Want to know how many Californians take the SAT?

The College Board reports that every year with precision. The number of students in the class of 2014 from the Golden State who took the college admission test: 236,923. Growth compared to the previous class: 2,156.

The same is available for every state , as well as Puerto Rico, the District of Columbia and the U.S. Virgin Islands.

Want to know how many Chinese take the SAT?

The College Board has released no public data on that. Nor has it specified the number of test takers from South Korea or South Africa or Sweden or any other foreign country.

That is likely to change soon.

On Friday, College Board spokesman Zachary Goldberg wrote in an e-mail: “Historically we have released domestic data on SAT participation, but based on growing interest we plan to release international data in the coming months. As with all our data, we want to ensure we are providing consistent and accurate information.”

Goldberg confirmed that meant the College Board plans to disclose per-country usage numbers. The College Board, a nonprofit organization based in New York, owns the SAT.

ACT, a nonprofit organization based in Iowa, declined Friday to provide a count of how many students from China or other foreign countries take the rival ACT college admission test. “Sorry to frustrate you,” ACT spokesman Ed Colby wrote. He said the ACT considers the data “proprietary information.” But he said that 60 percent of international ACT usage is in Asia.
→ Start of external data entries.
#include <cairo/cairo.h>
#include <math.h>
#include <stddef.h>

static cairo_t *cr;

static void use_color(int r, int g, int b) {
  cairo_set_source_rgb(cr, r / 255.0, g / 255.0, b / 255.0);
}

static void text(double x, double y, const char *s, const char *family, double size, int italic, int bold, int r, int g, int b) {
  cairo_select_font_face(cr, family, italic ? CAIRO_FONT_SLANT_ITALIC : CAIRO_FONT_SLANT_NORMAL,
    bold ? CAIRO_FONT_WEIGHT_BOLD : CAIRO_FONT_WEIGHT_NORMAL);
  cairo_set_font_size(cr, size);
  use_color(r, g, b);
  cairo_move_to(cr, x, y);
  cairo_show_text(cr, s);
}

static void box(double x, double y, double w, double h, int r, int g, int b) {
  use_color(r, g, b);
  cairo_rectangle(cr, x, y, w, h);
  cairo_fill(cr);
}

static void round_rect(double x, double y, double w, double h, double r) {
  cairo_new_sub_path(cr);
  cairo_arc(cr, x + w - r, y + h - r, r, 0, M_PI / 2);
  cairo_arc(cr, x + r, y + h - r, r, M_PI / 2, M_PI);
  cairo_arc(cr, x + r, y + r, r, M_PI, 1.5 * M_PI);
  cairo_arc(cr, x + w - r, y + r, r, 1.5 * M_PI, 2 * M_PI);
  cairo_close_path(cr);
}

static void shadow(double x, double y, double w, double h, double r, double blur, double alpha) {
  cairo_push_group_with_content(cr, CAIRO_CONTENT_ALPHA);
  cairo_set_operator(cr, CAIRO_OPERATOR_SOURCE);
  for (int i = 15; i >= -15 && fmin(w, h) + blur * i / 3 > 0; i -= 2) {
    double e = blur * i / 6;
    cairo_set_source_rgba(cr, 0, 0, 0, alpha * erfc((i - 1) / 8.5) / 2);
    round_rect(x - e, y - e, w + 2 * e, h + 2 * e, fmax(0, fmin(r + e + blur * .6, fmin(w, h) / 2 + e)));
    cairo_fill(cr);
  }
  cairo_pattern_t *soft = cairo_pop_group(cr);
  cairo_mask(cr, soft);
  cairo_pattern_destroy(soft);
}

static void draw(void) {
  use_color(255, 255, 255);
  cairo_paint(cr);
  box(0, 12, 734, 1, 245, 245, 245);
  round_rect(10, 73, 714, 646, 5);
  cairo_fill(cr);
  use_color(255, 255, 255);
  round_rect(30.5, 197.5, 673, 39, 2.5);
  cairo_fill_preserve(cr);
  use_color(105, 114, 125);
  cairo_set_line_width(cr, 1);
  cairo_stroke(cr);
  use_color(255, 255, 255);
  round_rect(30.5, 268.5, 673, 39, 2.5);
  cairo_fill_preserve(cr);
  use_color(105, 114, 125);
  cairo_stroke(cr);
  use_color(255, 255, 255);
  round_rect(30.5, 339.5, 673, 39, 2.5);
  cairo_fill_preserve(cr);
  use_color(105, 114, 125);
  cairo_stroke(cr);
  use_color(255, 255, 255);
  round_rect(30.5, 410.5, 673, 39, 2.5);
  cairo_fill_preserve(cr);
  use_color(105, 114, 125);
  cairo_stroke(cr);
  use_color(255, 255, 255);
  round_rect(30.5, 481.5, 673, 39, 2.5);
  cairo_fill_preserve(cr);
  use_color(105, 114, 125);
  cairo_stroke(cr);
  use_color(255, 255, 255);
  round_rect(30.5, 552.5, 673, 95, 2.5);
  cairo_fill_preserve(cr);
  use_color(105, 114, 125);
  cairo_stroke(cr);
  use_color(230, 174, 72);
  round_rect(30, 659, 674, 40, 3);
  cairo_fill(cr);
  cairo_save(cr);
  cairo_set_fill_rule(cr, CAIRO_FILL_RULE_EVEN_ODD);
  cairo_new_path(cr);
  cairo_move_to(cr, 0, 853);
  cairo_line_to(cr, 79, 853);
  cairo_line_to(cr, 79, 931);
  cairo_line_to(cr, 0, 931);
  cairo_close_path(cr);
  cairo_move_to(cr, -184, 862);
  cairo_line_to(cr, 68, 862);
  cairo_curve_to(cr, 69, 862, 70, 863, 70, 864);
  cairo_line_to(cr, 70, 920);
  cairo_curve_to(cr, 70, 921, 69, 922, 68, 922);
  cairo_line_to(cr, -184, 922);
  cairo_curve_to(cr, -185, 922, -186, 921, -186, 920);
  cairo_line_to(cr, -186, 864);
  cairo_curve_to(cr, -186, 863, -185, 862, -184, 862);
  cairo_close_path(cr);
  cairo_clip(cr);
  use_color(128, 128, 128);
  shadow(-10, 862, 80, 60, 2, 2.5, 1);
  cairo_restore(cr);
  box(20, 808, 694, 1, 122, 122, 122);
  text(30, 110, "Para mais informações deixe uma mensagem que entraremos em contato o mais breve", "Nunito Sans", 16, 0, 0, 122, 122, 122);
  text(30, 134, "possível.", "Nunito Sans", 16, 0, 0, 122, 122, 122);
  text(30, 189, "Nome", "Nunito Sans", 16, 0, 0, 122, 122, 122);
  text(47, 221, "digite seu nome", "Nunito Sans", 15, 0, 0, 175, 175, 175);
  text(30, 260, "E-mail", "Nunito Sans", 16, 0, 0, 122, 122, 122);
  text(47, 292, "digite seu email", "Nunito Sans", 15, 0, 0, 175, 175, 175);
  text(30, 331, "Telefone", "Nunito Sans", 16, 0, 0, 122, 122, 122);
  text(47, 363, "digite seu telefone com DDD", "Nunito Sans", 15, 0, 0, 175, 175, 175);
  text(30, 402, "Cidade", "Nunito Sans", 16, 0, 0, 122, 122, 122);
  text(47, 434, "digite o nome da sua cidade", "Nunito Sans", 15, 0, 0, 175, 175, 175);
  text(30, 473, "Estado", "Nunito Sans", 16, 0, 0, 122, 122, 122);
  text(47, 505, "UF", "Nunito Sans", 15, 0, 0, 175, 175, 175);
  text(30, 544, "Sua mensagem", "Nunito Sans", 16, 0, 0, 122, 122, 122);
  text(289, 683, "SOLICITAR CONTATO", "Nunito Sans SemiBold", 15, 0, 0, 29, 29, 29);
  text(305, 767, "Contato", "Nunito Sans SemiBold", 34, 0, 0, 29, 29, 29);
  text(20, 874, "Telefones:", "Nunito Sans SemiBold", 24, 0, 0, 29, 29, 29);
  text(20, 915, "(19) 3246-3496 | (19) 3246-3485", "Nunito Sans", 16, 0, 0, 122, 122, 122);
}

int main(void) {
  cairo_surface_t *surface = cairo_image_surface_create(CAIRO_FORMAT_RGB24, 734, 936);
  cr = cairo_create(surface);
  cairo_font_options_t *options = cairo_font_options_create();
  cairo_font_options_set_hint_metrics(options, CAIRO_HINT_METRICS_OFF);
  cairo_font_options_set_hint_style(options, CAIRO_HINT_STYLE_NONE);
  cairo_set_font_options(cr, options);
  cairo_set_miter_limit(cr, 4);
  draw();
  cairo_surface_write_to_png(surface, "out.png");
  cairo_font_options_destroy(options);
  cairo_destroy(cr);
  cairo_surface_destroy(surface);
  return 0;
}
Detail on international test-taking is relevant for multiple reasons.

First, the globalization of higher education means that ever more students from abroad have ambitions and realistic hopes of going to college in the United States. Knowing exactly where admission tests are taken, and by exactly how many students, would be a key metric in tracking this phenomenon and would yield very interesting information about education patterns in specific countries and regions.
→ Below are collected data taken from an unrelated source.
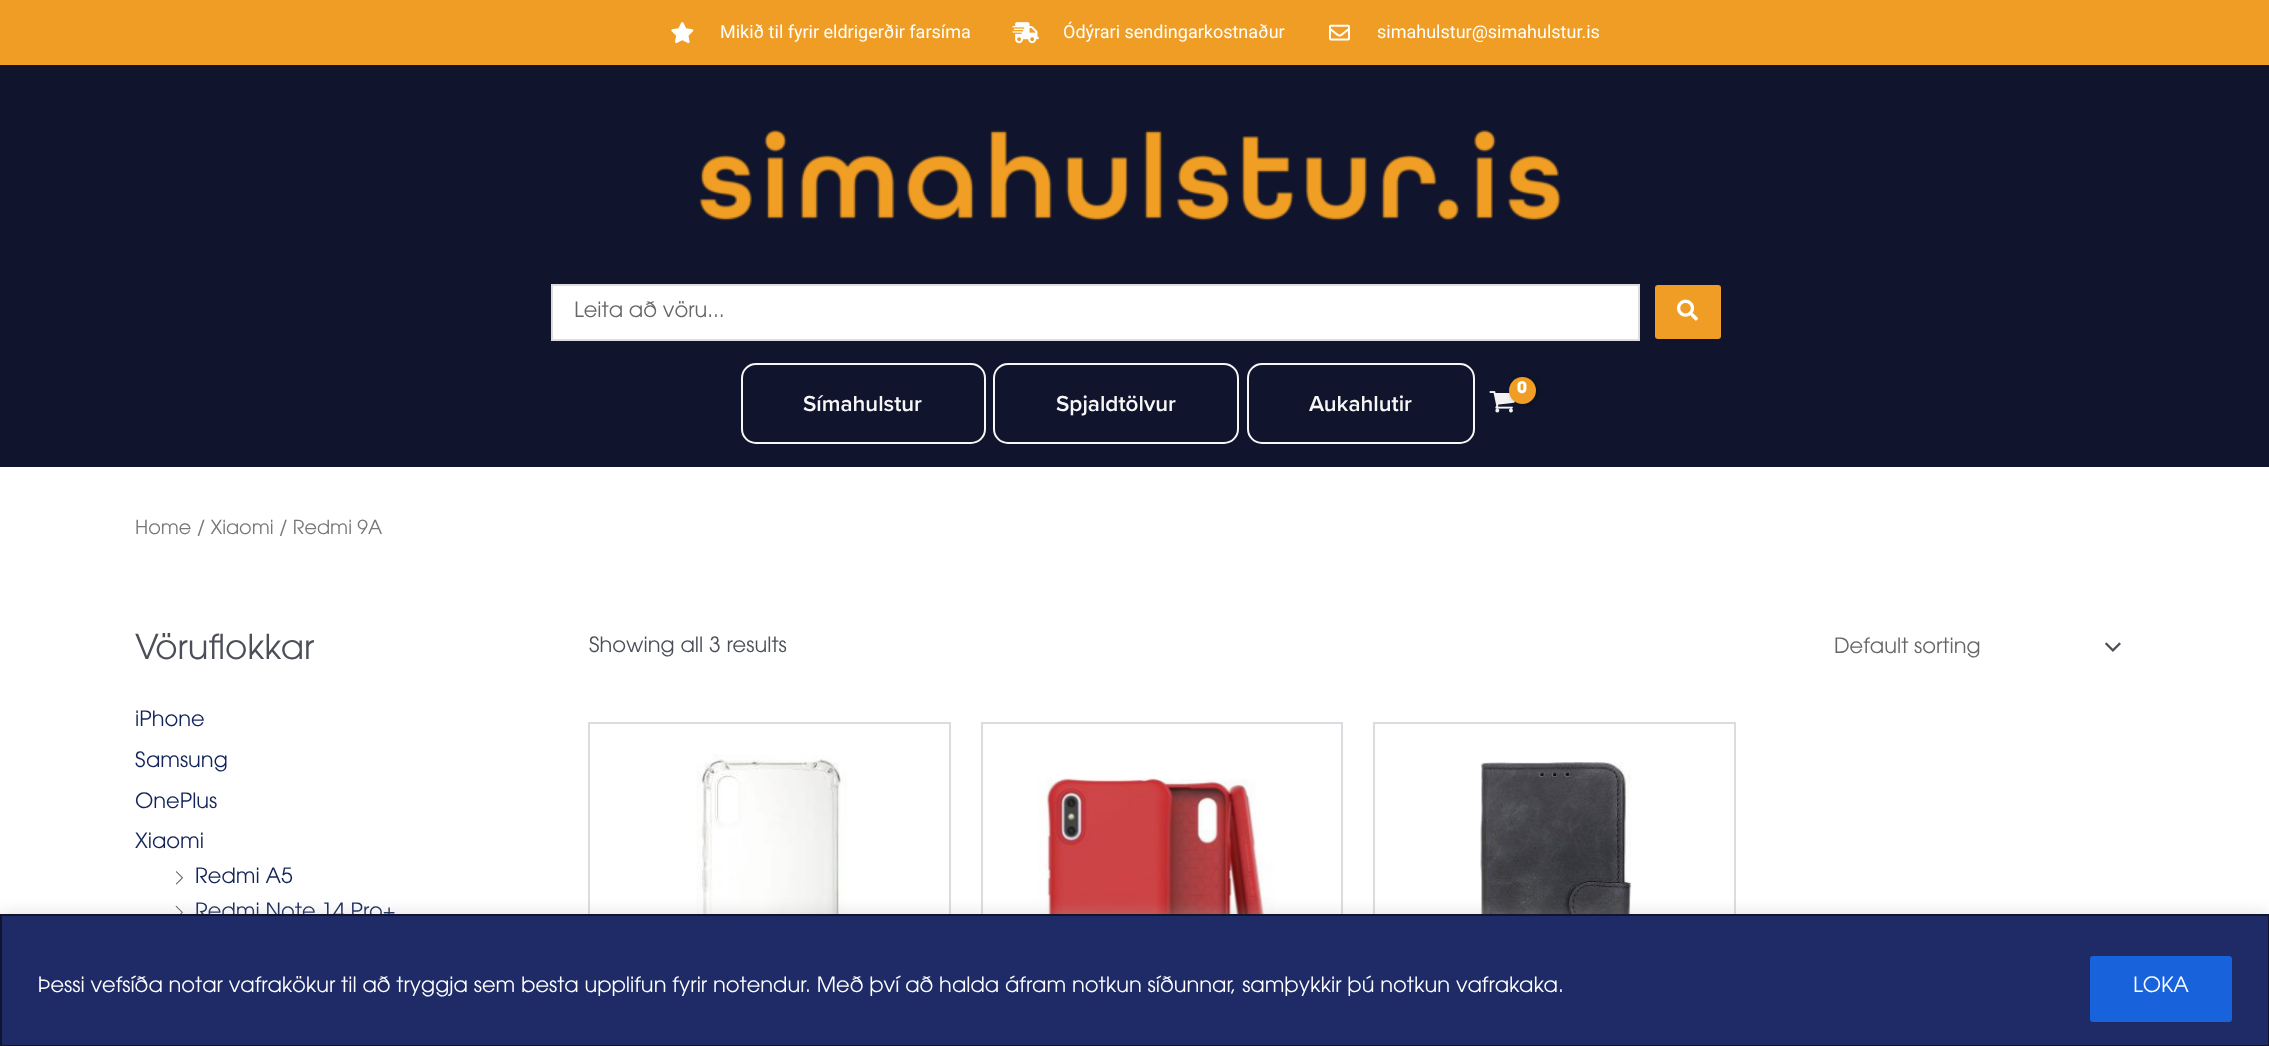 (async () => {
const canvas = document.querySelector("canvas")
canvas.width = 2269
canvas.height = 1046
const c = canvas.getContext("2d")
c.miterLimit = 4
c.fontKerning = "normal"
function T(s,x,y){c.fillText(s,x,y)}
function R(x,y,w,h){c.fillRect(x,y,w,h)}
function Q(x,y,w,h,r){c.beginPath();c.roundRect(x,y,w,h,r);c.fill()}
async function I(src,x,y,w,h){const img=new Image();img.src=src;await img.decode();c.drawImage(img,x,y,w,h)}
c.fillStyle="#fff"
R(0,0,2269,1046)
c.fillStyle="#ef9d24"
R(0,0,2269,65)
await I("1.png",671,22,23,22)
c.font="18px Roboto"
c.fillStyle="#fff"
T("Mikið til fyrir eldrigerðir farsíma",720,38)
await I("2.png",1012,22,27,22)
T("Ódýrari sendingarkostnaður",1063,38)
await I("3.png",1329,24,21,17)
T("simahulstur@simahulstur.is",1377,38)
c.fillStyle="#10152d"
R(0,65,2269,402)
await I("4.png",699,130,862,91)
c.fillStyle="#fff"
c.beginPath()
c.rect(552,285,1087,55)
c.fill()
c.strokeStyle="#ddd"
c.lineWidth=2
c.stroke()
c.font="300 21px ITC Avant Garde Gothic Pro"
c.fillStyle="#666"
T("Leita að vöru...",574,317)
c.fillStyle="#ef9d24"
Q(1655,285,66,54,3)
await I("5.png",1677,299,21,22)
await I("6.png",1489,391,26,22)
c.fillStyle="#0000004d"
c.filter="blur(2px)"
c.beginPath()
c.roundRect(1511,378,27,27,13.5)
c.fill()
c.filter="none"
c.fillStyle="#ef9d24"
c.beginPath()
c.arc(1522.5,390.5,13.5,0,7)
c.fill()
c.letterSpacing="-1px"
c.font="bold 16px ITC Avant Garde Gothic Pro"
c.fillStyle="#fff"
T("0",1517,393)
c.beginPath()
c.roundRect(742,364,243,79,14)
c.strokeStyle="#f7f7f7"
c.stroke()
c.letterSpacing="0px"
c.font="600 22.5px Proxima Nova"
c.fillStyle="#f7f7f7"
T("Símahulstur",803,411)
c.beginPath()
c.roundRect(994,364,244,79,14)
c.stroke()
T("Spjaldtölvur",1056,411)
c.beginPath()
c.roundRect(1248,364,226,79,14)
c.stroke()
T("Aukahlutir",1309,411)
c.font="300 19.25px ITC Avant Garde Gothic Pro"
c.fillStyle="#777"
T("Home / Xiaomi / Redmi 9A",135,534)
c.font="300 34px ITC Avant Garde Gothic Pro"
c.fillStyle="#4b4f58"
T("Vöruflokkar",135,659)
c.font="300 21px ITC Avant Garde Gothic Pro"
c.fillStyle="#122359"
T("iPhone",135,726)
T("Samsung",135,767)
T("OnePlus",135,808)
T("Xiaomi",135,848)
await I("7.png",175,871,8,14)
T("Redmi A5",195,883)
await I("8.png",175,905,8,9)
T("Redmi Note 14 Pro+",195,918)
c.fillStyle="#4b4f58"
T("Showing all 3 results",589,652)
await I("9.png",2105,642,16,10)
c.fillStyle="#666"
T("Default sorting",1834,653)
c.strokeStyle="#dbdce0"
c.strokeRect(589,723,361,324)
await I("10.png",696,754,151,160)
c.strokeRect(982,723,360,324)
await I("11.png",1005,778,314,136)
c.strokeRect(1374,723,361,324)
await I("12.png",1480,762,152,152)
c.fillStyle="#acabab4d"
c.filter="blur(7.5px)"
c.beginPath()
c.rect(0,912,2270,134)
c.fill()
c.filter="none"
c.fillStyle="#1e2b67"
c.beginPath()
c.rect(1,915,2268,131)
c.fill()
c.strokeStyle="#10152d"
c.stroke()
c.fillStyle="#fff"
T("Þessi vefsíða notar vafrakökur til að tryggja sem besta upplifun fyrir notendur. Með því að halda áfram notkun síðunnar, samþykkir þú notkun vafrakaka.",38,992)
c.fillStyle="#1863dc"
c.beginPath()
c.roundRect(2091.5,957.5,139,63,1.5)
c.fill()
c.strokeStyle="#1863dc"
c.lineWidth=3
c.stroke()
c.fillStyle="#fff"
T("LOKA",2133,992)
})()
Second, this week’s revelation of cheating allegations involving Chinese and South Koreans who took the SAT on Oct. 11 spotlights the growth of testing in that part of the world and how test security is maintained there. Knowing how many Chinese or South Koreans take the SAT (and where they take it) would provide important context for that story. (Worth noting: Chinese generally must leave the mainland to take the test, going to Hong Kong or elsewhere.)

Here’s what is known about international test usage from previous College Board reports: The total number of students in the Class of 2014 who took the SAT was 1,672,395. The total from the United States, including Puerto Rico and the Virgin Islands, was 1,535,049.

So the total not from the United States was 137,346.

A significant fraction of that total were undoubtedly Chinese or South Korean because those two countries are the top annual suppliers of foreign undergraduates in U.S. colleges.